JAMIA: SAS-based natural language processing tools show potential for cancer research
Due to a substantial delay between the time cancer diagnoses are made and their capture by cancer registries, cancer researchers are currently forced to rely on chart review and medical claims data to identify primary and recurrent cancers. The proliferation of EHRs, however, creates the potential for timely and complete identification of cancers for clinical research.
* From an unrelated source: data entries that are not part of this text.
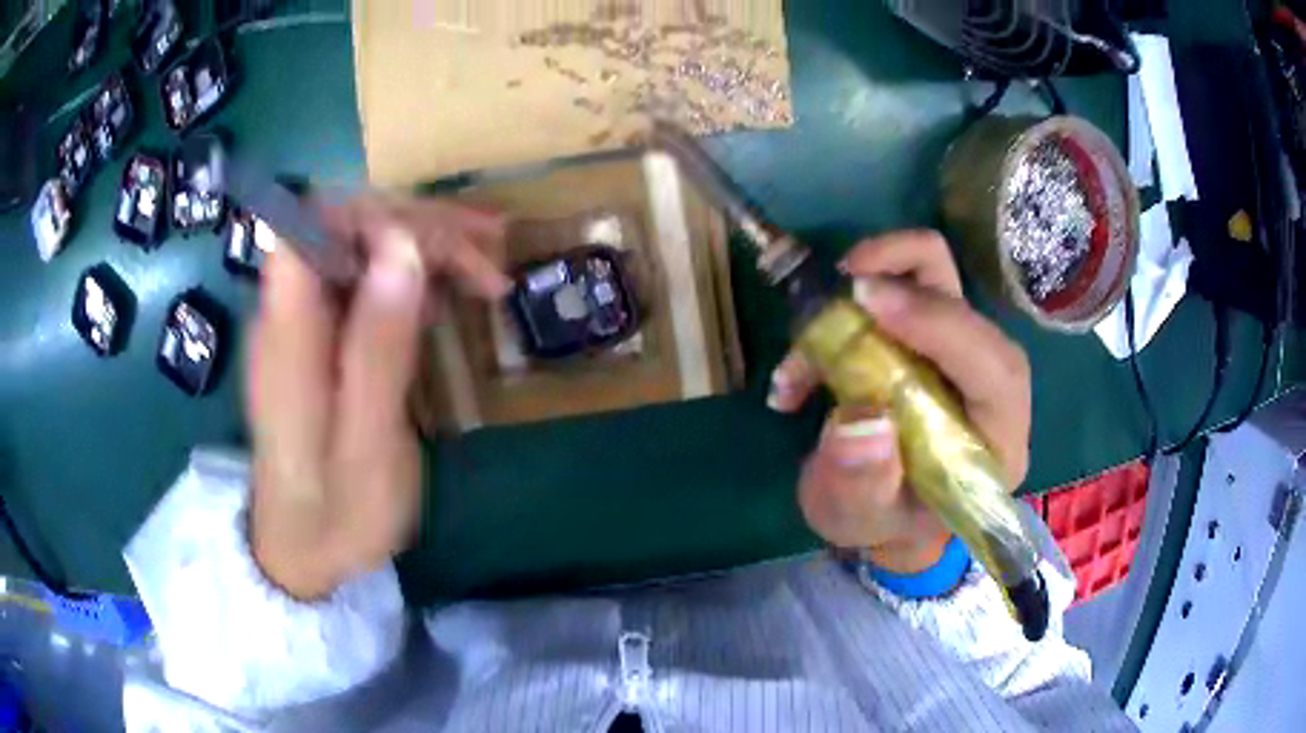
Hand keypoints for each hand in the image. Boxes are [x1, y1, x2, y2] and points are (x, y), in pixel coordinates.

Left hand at [248, 197, 509, 598]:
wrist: (304, 554)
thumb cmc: (337, 514)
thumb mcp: (367, 445)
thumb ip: (377, 347)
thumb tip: (405, 246)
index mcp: (286, 333)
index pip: (311, 223)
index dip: (376, 213)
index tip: (442, 243)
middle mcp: (288, 313)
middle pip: (346, 228)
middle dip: (418, 227)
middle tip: (491, 255)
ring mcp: (306, 324)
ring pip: (362, 250)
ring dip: (424, 247)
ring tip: (490, 268)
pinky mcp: (324, 339)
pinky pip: (367, 284)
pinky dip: (414, 278)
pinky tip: (450, 295)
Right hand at [768, 231, 1030, 573]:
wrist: (883, 513)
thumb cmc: (879, 523)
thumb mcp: (858, 519)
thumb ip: (861, 484)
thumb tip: (862, 420)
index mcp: (995, 445)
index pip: (996, 372)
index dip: (941, 327)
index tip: (871, 301)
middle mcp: (993, 392)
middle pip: (971, 312)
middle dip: (908, 280)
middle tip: (843, 285)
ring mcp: (964, 357)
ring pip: (945, 281)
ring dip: (888, 268)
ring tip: (829, 295)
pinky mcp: (934, 338)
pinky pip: (908, 286)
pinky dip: (861, 291)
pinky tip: (808, 350)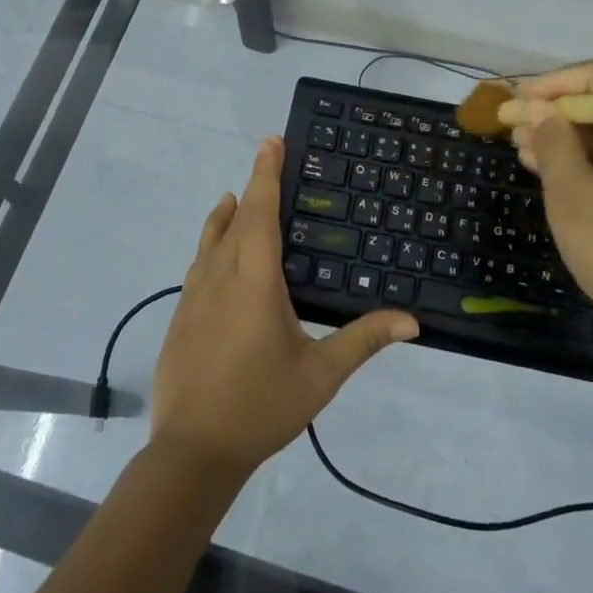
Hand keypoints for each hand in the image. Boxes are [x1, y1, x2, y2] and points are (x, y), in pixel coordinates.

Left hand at [152, 137, 419, 478]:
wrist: (192, 450)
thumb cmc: (261, 406)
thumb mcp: (320, 374)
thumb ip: (364, 340)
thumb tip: (412, 321)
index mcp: (254, 282)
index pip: (260, 213)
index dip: (266, 174)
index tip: (272, 141)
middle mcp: (219, 277)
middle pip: (235, 218)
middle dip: (253, 185)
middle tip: (269, 158)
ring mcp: (193, 295)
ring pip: (210, 240)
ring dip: (227, 214)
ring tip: (238, 197)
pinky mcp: (180, 315)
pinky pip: (199, 264)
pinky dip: (213, 243)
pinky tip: (221, 255)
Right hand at [510, 58, 592, 351]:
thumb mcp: (573, 196)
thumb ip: (554, 144)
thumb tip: (540, 109)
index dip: (555, 82)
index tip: (517, 103)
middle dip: (557, 110)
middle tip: (513, 129)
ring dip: (569, 137)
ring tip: (524, 152)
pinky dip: (588, 162)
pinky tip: (555, 177)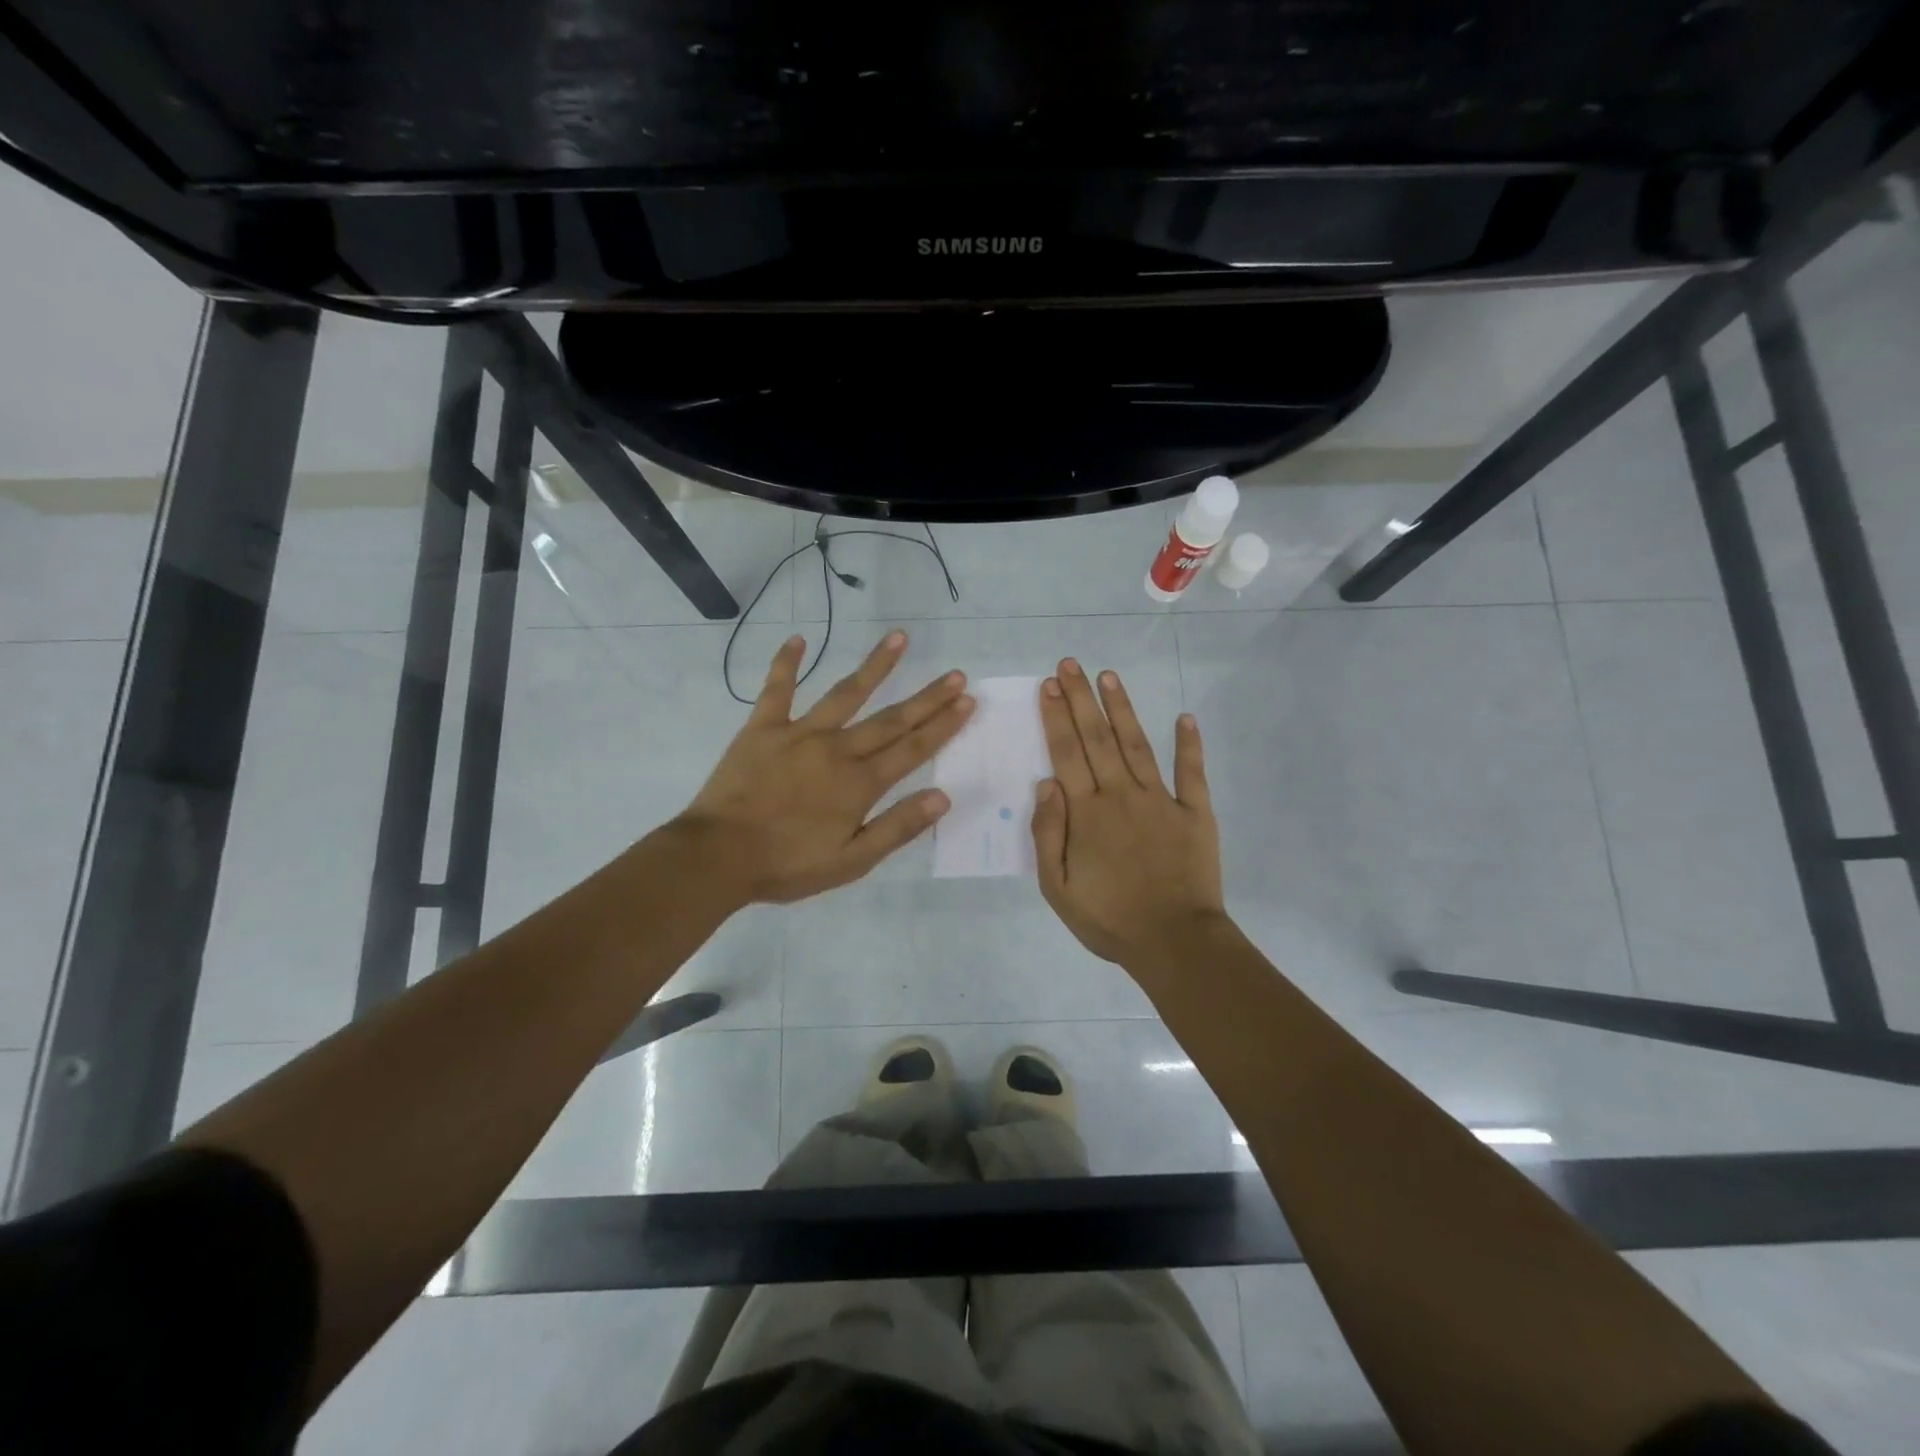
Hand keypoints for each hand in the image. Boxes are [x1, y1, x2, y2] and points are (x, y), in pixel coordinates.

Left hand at [675, 629, 972, 903]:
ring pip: (845, 693)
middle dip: (927, 697)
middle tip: (955, 674)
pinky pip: (777, 689)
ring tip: (899, 638)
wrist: (717, 857)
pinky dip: (786, 663)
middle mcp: (837, 750)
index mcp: (860, 783)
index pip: (912, 749)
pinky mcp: (762, 728)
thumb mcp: (851, 861)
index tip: (967, 700)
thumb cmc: (788, 865)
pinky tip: (798, 639)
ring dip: (875, 666)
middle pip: (891, 719)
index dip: (943, 725)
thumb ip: (897, 827)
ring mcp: (799, 733)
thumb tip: (942, 797)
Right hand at [1030, 659, 1226, 967]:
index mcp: (1087, 813)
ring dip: (1122, 708)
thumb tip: (1046, 783)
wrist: (1174, 942)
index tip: (1048, 685)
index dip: (1056, 718)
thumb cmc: (1109, 919)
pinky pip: (1192, 773)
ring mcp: (1161, 801)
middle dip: (1080, 699)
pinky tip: (1185, 718)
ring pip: (1137, 745)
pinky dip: (1189, 744)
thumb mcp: (1057, 888)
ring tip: (1109, 676)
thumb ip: (1048, 834)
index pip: (1066, 754)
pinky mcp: (1195, 813)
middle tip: (1070, 664)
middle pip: (1097, 738)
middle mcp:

To put the potential to the test, KPSC researchers built an SAS-based coding, extraction and nomenclature tool (SCENT) to identify cancer diagnoses in the electronic pathology reports of 400 breast and 400 prostate cancer patients treated by the integrated health network between 2000 and 2007. A total of 915 pathology reports were included in the study and also manually examined by trained abstractors. In the reports, SCENT recognized 51 of 54 new primary and 60 of 61 recurrent cancer cases, and only produced three false positives in 792 true benign cases.
Following a set of hierarchical classification rules, SCENT examined processed electronic text using a dictionary of approximately 1,000 terms to identify clinical concepts associated with cancer and report them in SNOMED format.
Based on their findings, researchers led by Justin A. Strauss, MA, research associate III at KPSC, believe that SAS-based NLP tools could be easily implemented in most clinical settings for the purpose of analyzing electronic text.
“The widespread adoption of SAS in clinical analysis and research settings ensures that SCENT is highly accessible,” Strauss et al wrote. “Integration of SAS with relevant data systems has already been established in these settings, allowing electronic text to be readily extracted for analysis.”
“This functionality has the potential to provide significant value to clinical and epidemiological researchers, particularly when statistical NLP is infeasible due to resource or other constraints,” they concluded. “SCENT is proof of concept for SAS-based NLP applications that can be easily shared between institutions to support clinical and epidemiologic research.”
Strauss conceptualized and developed the NLP system described in this paper, led the validation study and drafted the manuscript, while his colleague, Virginia P. Quinn, PhD, a KPSC research scientist, provided breast cancer research expertise, assisted with data acquisition, contributed to validation study design, interpreted results and had input into the manuscript.